Northeast Indiana Works is among the groups involved in the project. It believes enrolling more students in programs at the region’s five career technical education centers could reduce its unemployment while alleviating worker shortages.

The agency will start stepping up efforts to accomplish that in October with a CTE awareness campaign called Made by Me.

The campaign will help correct the outdated misconception that manufacturing work requires little intelligence or skill, which in the past attached stigma to the work and discouraged adequate preparation for it. Many people do not realize most of northeast Indiana’s unskilled manufacturing jobs relocated more than a decade ago to low wage countries.

“Right now I think ‘Plan A’ is go to college and ‘Plan B’ is, if that doesn’t work out, then you can go do one of these other things,” said Gary Gatman, executive vice president of strategic initiatives for Northeast Indiana Works.

“What we want to do is to create two Plan A’s. For some kids, going to college is the perfect path. For other kids, going through a technical education is the perfect path. And I have to be honest with you, a person coming out of a technical education path has zero college debt, which is not a small thing.”

Students taking the training available at CTE centers can earn certifications useful in applying for jobs requiring technical vocational skills. Very shortly after leaving high school, students with advanced manufacturing skills can be earning $20 to $25 an hour.

“What we’re really doing in this region is taking the old model of shop class and we’re making them high tech; we’re making them engaged, we’re getting employers connected to them” Gatman said. “Through these programs, students will actually become certified welders, certified machinists, certified electricians, certified health care, IT, whatever the discipline is.

“And not certified by the high school, certified by an independent, third party employer group. So, Microsoft would certify the IT people. And the National Institute of Metalworking Skills would certify the machinists. They have to meet their standards and pass their tests. The curriculum in these high school shop classes is evolving to be highly technical and geared for these workers with those skills.”

Fort Wayne Community Schools is serious enough about the preparation it is providing students for advanced manufacturing that it opened a $500,000 welding lab at the start of the school year in its Anthis Career Center complex.
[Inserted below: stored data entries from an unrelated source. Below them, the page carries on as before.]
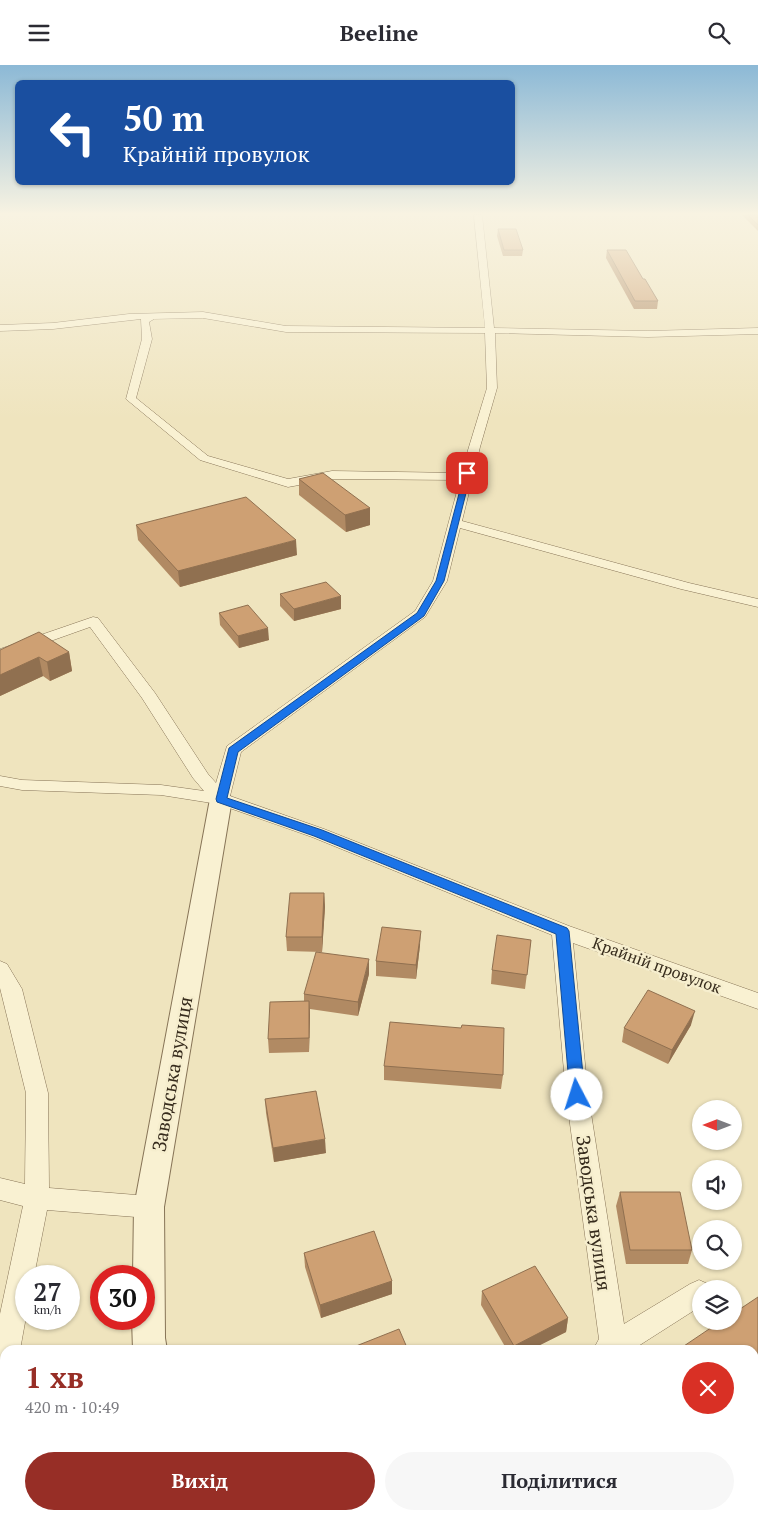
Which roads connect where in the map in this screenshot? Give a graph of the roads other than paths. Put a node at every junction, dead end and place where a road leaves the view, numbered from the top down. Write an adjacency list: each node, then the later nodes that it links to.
1 (485, 283): 4 (street, Заводська вулиця)
2 (152, 316): 3 (street); 4 (street); 6 (street)
3 (0, 328)
4 (490, 331): 5 (street); 6 (street, Заводська вулиця)
5 (758, 331)
6 (467, 475): 7 (street, Заводська вулиця)
7 (455, 523): 8 (street); 11 (street, Заводська вулиця)
8 (758, 603)
9 (0, 654): 11 (street)
10 (0, 781): 11 (street, Крайній провулок)
11 (221, 799): 12 (street, Крайній провулок); 17 (street, Заводська вулиця)
12 (562, 931): 14 (street, Крайній провулок); 21 (street, Заводська вулиця)
13 (0, 969): 16 (street)
14 (758, 1001)
15 (0, 1189): 16 (street)
16 (37, 1198): 17 (street); 19 (street)
17 (149, 1207): 20 (street, Заводська вулиця)
18 (692, 1297): 22 (street, Заводська вулиця)
19 (7, 1345)
20 (149, 1345)
21 (610, 1345)
22 (615, 1345)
Many of the jobs at today’s manufacturing facilities require certification because they involve very highly skilled work. Bob Roebuck, an assistant principal at Anthis, said he receives weekly calls from area employers looking to connect with students who are gaining the latest welding expertise.

When employers add welding capacity today, for example, they add robotic and laser welders. The job of a welder involves maintaining and operating the robotic or laser welder, touching up where required, and doing inspection work and essentially quality control.
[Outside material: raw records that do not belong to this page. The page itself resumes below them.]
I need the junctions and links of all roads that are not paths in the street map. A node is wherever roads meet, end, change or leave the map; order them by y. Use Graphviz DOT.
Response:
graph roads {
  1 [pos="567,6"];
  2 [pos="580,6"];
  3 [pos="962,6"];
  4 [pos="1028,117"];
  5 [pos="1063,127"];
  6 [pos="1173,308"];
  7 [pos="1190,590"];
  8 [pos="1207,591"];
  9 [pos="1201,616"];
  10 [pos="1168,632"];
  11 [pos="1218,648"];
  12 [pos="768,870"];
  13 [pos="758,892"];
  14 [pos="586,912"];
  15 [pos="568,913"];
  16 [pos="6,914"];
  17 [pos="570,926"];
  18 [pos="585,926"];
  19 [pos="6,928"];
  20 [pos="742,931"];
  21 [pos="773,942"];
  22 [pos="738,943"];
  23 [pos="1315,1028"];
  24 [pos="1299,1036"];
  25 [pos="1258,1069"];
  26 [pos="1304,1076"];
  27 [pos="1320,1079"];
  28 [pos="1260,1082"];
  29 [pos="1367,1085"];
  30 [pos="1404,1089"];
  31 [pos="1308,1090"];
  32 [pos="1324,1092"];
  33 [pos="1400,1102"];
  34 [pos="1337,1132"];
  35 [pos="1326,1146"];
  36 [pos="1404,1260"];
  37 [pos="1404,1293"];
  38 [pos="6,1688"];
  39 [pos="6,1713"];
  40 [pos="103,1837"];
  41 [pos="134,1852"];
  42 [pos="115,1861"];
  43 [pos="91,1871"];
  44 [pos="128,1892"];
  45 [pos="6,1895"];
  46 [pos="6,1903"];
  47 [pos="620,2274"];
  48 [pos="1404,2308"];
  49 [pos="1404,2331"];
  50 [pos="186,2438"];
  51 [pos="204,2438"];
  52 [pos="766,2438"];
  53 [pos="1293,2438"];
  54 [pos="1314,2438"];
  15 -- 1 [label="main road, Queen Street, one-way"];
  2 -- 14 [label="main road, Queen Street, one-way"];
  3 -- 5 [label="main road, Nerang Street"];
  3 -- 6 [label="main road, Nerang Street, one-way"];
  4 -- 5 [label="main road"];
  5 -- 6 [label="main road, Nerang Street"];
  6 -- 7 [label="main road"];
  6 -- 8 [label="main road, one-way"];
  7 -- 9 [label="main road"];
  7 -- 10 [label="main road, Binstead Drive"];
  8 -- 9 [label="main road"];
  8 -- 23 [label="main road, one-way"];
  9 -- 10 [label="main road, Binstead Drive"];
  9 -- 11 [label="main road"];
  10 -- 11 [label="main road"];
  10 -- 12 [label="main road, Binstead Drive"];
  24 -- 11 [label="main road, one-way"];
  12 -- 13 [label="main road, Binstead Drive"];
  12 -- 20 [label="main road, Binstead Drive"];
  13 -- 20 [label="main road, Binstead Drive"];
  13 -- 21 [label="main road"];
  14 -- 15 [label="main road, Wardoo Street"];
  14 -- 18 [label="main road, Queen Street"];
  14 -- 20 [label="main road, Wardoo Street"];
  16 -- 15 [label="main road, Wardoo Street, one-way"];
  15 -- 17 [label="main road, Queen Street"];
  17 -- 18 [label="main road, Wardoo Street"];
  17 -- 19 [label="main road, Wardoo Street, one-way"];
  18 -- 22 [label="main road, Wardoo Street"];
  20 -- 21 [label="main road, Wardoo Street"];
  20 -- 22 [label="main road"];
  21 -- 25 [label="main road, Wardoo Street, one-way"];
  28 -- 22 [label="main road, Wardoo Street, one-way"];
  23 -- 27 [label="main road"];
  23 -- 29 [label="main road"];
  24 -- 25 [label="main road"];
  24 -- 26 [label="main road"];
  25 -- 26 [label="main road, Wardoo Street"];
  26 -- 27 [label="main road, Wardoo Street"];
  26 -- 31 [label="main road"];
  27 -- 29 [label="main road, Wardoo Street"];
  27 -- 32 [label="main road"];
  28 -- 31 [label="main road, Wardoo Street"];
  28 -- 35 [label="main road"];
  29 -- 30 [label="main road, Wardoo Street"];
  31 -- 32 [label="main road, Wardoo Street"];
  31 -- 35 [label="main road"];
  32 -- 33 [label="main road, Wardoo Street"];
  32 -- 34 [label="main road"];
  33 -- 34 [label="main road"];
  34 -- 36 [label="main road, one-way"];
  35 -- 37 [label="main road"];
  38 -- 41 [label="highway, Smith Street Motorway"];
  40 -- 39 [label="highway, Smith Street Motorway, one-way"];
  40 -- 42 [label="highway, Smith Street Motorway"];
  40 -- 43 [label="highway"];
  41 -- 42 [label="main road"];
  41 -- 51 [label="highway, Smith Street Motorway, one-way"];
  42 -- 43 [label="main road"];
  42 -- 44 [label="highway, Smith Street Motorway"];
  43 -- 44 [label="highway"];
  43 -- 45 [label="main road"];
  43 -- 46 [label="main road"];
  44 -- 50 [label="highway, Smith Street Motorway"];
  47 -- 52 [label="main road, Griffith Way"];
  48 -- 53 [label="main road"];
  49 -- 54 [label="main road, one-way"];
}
“It’s the same thing on the machining side” Gatman said. “Some of the machines that these places are buying are $2 million and $3 million machines that these graduates will be operating. A single piece of equipment in there, if you break it, it’s going to be an $800,000 repair. They’re not going to put someone on there who doesn’t have it going on.”

Once a student earns the certifications, “they have a number of paths that they can take,” he said. “You could stop right there and just become a worker and make a nice living for the rest of your life.

“You could go on to college and build on the certifications you already have and get a degree and become an engineer, for example, or some other professional. Or you could become an entrepreneur, if you’re so inclined, and design new parts. I know that there are opportunities in industry to do that.”

The regional CTE awareness campaign will be designed to get parents and students and counselors working together to give high school technical certification programs the consideration they deserve, said Rick Farrant, Northeast Indiana Works communications director.

In addition to special workshops for counselors, “we’re going to … get information out in social media arenas that young people frequent,” he said. “We’re going to have print materials for counselors and parents and others. We’re going to have a micro-site that people can go to that would then direct folks who are interested in this to other opportunities for information.”

The campaign will begin with middle school counselors and students, as well as their parents, “because we need to start early with this awareness,” he said.